▸ EXCERPTED RECORDS
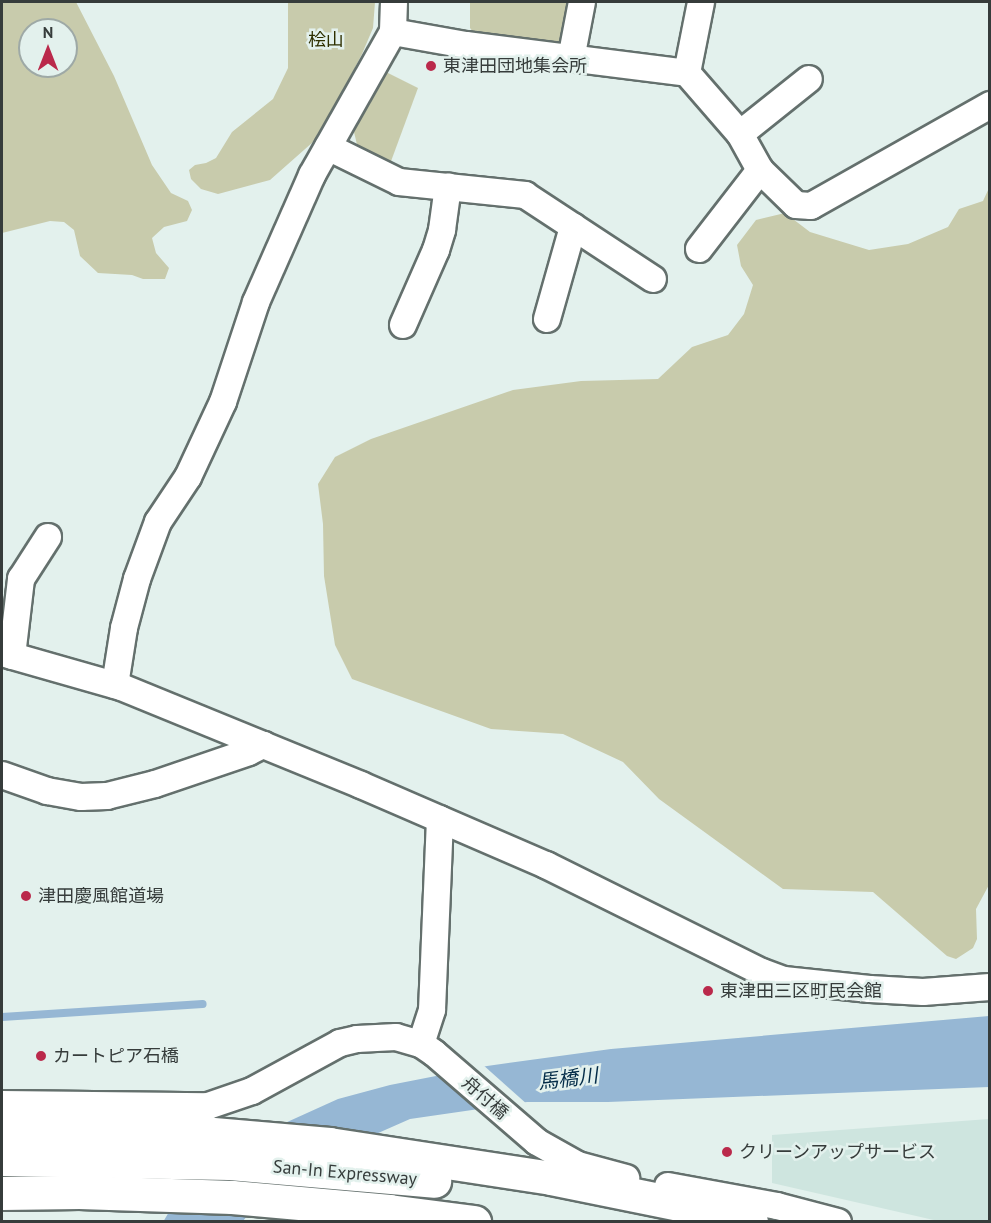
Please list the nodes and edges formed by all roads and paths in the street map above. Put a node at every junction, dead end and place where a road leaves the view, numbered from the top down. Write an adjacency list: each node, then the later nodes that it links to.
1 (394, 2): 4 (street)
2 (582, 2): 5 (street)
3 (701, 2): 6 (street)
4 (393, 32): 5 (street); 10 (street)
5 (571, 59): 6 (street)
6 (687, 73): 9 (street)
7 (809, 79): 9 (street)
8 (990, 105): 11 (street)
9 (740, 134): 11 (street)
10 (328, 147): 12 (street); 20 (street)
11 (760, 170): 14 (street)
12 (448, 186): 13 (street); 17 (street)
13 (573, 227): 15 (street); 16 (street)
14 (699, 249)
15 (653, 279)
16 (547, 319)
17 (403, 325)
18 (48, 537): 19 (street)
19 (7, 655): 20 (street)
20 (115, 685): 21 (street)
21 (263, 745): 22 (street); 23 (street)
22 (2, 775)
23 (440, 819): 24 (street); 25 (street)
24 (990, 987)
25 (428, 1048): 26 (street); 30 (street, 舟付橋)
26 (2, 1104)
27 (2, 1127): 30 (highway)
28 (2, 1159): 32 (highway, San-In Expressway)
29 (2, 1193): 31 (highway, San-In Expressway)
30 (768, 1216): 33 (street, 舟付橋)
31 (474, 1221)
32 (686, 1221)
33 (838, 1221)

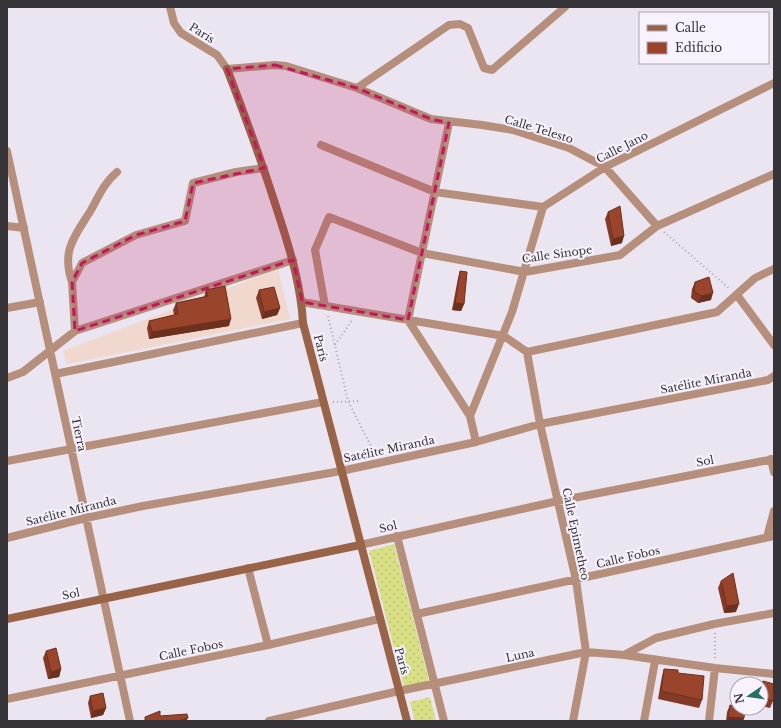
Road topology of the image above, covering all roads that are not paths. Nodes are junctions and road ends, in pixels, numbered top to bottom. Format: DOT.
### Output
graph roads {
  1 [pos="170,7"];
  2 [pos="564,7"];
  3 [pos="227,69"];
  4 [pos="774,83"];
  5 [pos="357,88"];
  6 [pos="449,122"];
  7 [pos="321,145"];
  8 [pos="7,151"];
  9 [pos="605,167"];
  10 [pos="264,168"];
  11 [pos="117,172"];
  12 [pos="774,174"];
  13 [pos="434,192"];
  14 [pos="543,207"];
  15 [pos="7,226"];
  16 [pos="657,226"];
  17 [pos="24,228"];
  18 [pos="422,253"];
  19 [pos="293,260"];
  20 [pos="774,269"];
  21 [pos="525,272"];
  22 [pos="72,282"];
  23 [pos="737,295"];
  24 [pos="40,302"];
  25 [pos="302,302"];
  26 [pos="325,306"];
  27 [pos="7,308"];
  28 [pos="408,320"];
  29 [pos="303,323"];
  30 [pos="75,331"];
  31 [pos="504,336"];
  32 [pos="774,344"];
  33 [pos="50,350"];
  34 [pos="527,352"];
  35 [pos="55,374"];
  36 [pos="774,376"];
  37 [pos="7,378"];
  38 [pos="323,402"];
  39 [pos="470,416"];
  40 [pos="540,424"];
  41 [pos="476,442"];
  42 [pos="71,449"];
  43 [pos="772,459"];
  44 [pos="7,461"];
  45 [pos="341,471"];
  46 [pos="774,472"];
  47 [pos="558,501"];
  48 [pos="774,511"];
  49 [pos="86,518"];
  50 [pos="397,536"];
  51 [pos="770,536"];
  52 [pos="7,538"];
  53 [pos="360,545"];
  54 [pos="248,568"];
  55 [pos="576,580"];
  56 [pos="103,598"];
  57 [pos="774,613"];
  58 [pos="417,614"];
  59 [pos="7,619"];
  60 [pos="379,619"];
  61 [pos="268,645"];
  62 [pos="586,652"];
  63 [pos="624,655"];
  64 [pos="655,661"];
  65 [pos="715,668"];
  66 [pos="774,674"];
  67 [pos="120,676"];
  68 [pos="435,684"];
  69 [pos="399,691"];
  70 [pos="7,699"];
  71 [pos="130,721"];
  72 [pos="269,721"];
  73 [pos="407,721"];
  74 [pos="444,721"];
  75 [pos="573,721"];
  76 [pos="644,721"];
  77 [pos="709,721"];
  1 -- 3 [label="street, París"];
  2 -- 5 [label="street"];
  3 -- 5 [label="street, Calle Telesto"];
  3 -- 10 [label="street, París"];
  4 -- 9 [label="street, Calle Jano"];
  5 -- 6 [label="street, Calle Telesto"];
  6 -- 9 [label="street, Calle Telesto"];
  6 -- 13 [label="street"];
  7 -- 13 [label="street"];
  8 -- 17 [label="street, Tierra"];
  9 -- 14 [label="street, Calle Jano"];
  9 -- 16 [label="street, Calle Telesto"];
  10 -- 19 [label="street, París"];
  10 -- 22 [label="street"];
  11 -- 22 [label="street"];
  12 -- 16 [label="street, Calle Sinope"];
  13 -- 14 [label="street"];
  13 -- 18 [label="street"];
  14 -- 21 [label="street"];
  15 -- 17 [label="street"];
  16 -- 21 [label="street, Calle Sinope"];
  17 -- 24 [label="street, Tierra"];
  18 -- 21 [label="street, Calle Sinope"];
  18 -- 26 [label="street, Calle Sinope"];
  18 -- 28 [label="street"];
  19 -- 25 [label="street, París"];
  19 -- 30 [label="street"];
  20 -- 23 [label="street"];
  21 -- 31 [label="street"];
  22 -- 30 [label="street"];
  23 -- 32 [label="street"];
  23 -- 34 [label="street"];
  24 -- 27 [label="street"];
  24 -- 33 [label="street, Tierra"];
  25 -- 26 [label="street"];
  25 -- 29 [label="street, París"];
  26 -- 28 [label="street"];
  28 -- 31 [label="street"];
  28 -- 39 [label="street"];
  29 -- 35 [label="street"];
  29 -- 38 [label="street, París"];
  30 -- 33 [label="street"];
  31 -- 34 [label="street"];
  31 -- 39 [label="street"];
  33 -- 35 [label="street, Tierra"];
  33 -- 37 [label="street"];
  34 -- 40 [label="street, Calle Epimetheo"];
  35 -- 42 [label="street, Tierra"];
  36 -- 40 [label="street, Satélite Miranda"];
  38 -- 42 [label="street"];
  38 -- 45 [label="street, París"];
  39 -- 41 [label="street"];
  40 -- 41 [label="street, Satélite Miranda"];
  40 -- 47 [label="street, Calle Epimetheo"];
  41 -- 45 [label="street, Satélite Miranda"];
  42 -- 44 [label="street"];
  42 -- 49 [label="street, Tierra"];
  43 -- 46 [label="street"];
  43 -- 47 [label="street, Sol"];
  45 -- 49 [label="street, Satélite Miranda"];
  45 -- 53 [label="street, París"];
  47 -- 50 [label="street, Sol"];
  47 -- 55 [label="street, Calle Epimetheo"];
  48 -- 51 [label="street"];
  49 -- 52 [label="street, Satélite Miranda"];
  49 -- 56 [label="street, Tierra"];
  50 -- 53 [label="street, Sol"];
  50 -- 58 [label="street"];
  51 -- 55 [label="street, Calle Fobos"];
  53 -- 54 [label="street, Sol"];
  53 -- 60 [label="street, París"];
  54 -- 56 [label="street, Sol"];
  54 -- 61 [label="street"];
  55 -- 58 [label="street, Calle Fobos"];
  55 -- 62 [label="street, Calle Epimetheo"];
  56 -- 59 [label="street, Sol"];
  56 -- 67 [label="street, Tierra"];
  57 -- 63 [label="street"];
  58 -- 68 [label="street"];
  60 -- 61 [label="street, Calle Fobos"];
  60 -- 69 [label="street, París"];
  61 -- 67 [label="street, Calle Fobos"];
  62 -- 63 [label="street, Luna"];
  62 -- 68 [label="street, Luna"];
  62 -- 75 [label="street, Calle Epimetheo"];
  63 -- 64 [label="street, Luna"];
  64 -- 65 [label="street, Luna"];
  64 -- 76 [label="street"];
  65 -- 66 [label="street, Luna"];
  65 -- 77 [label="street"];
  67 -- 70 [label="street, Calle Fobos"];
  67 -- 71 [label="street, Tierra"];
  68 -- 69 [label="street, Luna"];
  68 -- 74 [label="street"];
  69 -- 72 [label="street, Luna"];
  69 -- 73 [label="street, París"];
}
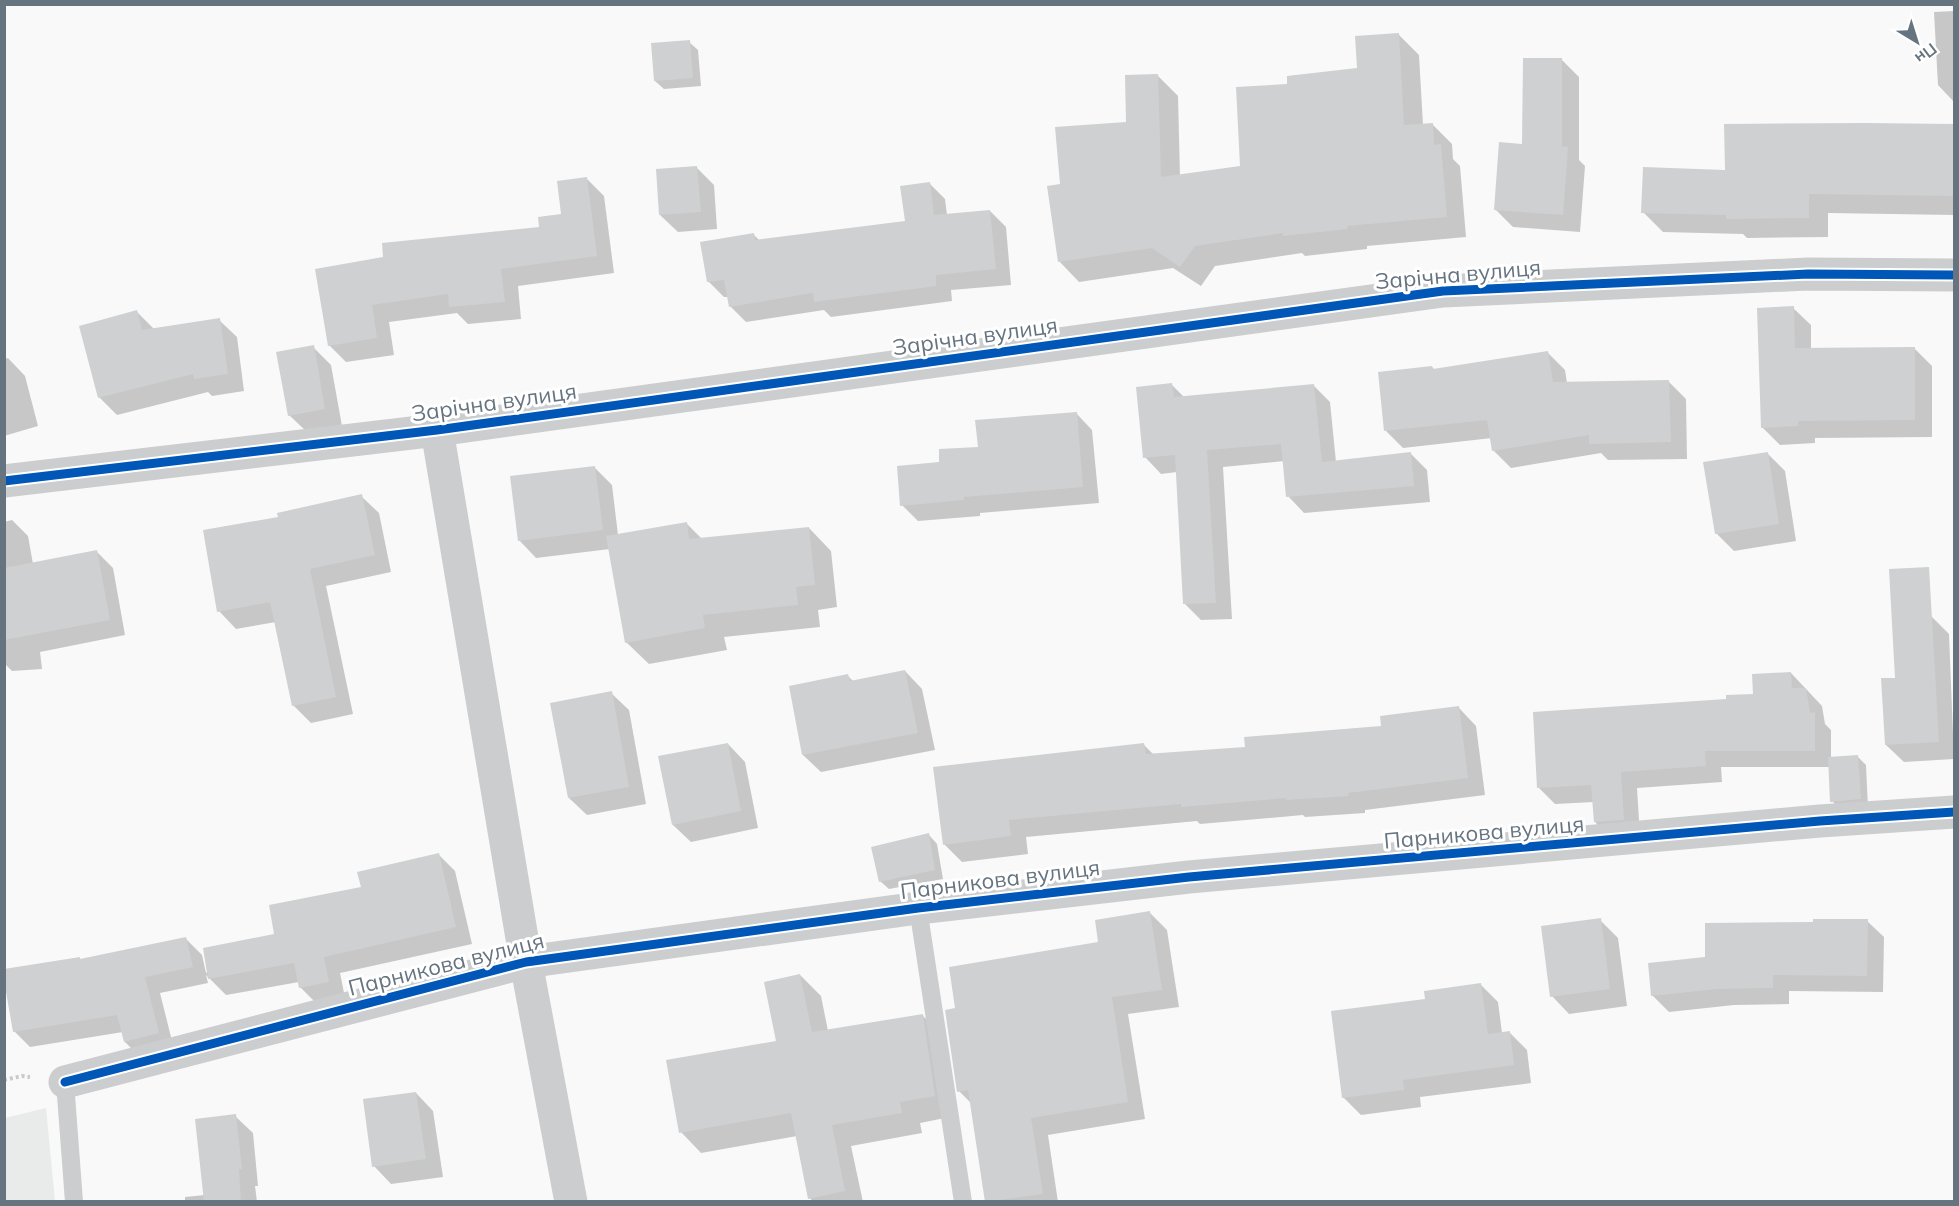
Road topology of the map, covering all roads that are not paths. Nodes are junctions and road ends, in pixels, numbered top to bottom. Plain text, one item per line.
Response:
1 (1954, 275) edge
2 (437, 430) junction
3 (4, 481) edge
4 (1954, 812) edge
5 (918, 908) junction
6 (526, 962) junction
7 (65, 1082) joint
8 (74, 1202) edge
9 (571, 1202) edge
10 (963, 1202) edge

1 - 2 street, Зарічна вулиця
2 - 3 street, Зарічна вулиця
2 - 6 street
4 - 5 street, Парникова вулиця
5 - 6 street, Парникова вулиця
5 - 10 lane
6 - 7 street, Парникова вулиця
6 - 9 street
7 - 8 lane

▸ THE PROBLEM
A complete answer lists every line of the listing above that holds the word "Satélite".

▸ TASK ANSWER
  36 -- 40 [label="street, Satélite Miranda"];
  40 -- 41 [label="street, Satélite Miranda"];
  41 -- 45 [label="street, Satélite Miranda"];
  45 -- 49 [label="street, Satélite Miranda"];
  49 -- 52 [label="street, Satélite Miranda"];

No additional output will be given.